The success of growing fruit trees from stem cuttings varies by plant type. Citrus trees are quite easy to propagate with softwood cuttings, while plum, peach and cherry trees can be grown from softwood or semi-hardwood stems. Hardwood cuttings provide the best results for pears, pomegranates, figs and grapes. Regardless of what type of cutting you have, the basic method of propagation is the same.
Line the bowl with a damp paper towel. Cut a section of the stem or the stem tip that has at least two sets of leaves. Cuttings should be 6 to 10 inches long. Keep the cuttings in the bowl and shaded until ready to plant.
Make a potting medium of one part soilless mix and one part perlite. Add a little water to moisten the mix and fill the planting container.
Cut off all of the leaves at the leaf node except the uppermost set. Peel the bark away from the bottom 1 inch of the cutting.

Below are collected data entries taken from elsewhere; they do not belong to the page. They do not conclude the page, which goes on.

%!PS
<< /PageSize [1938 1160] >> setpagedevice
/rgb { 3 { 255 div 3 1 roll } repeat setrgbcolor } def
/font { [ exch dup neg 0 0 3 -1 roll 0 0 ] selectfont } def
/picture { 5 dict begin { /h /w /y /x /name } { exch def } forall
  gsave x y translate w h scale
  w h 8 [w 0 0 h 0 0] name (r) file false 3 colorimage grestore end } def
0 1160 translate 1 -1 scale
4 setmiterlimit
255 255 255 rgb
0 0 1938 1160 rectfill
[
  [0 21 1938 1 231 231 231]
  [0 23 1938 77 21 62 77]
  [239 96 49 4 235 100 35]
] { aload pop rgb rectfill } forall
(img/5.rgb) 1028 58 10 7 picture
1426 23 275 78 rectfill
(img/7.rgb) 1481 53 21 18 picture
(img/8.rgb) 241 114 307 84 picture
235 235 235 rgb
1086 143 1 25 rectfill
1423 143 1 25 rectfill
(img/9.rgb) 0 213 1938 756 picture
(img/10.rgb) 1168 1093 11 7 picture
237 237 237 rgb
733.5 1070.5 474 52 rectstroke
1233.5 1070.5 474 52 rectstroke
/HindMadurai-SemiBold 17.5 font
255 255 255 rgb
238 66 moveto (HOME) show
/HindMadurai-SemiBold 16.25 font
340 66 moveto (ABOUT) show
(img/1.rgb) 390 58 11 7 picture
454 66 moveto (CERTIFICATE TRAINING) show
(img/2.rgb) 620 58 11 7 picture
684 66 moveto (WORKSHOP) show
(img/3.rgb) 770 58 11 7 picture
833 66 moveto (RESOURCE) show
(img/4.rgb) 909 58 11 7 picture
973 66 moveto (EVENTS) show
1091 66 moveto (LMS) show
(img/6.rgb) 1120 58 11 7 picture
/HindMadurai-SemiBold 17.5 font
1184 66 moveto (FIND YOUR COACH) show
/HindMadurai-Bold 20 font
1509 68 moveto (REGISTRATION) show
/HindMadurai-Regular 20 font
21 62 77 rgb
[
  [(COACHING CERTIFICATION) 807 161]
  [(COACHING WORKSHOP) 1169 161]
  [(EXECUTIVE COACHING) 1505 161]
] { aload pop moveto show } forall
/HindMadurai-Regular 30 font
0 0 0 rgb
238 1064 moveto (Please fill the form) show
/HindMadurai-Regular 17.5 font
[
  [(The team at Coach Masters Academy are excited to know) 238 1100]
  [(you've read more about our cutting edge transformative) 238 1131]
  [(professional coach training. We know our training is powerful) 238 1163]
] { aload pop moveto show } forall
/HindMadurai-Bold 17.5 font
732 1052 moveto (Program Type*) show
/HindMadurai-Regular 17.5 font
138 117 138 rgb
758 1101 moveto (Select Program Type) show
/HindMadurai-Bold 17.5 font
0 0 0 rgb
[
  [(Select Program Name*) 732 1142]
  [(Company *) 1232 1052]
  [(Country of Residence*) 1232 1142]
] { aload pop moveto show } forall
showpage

Dip the base of the cutting in rooting hormone making sure all of the exposed wood is covered. Allow it to sit in the hormone powder for two or three minutes. Tap off the excess and insert it into the planting container. Cut the remaining top leaves in half with the scissors. Wash your hands after using the rooting compound or wear a pair of rubber gloves.
Place two small wooden stakes in opposite corners of the planting pot and put it in a plastic bag. The stakes will keep the top of the bag off the cutting. Seal the bag to maintain humidity and place it in a warm, brightly lit area out of direct sunlight. Open the bag every few days and add just enough water to keep the soil mix moist.
Check the planting container after for signs of root hairs growing out of the bottom. This may take four weeks or more. Continue adding water until roots have developed. Once roots have developed, remove the cutting from the bag and transplant it to a larger container.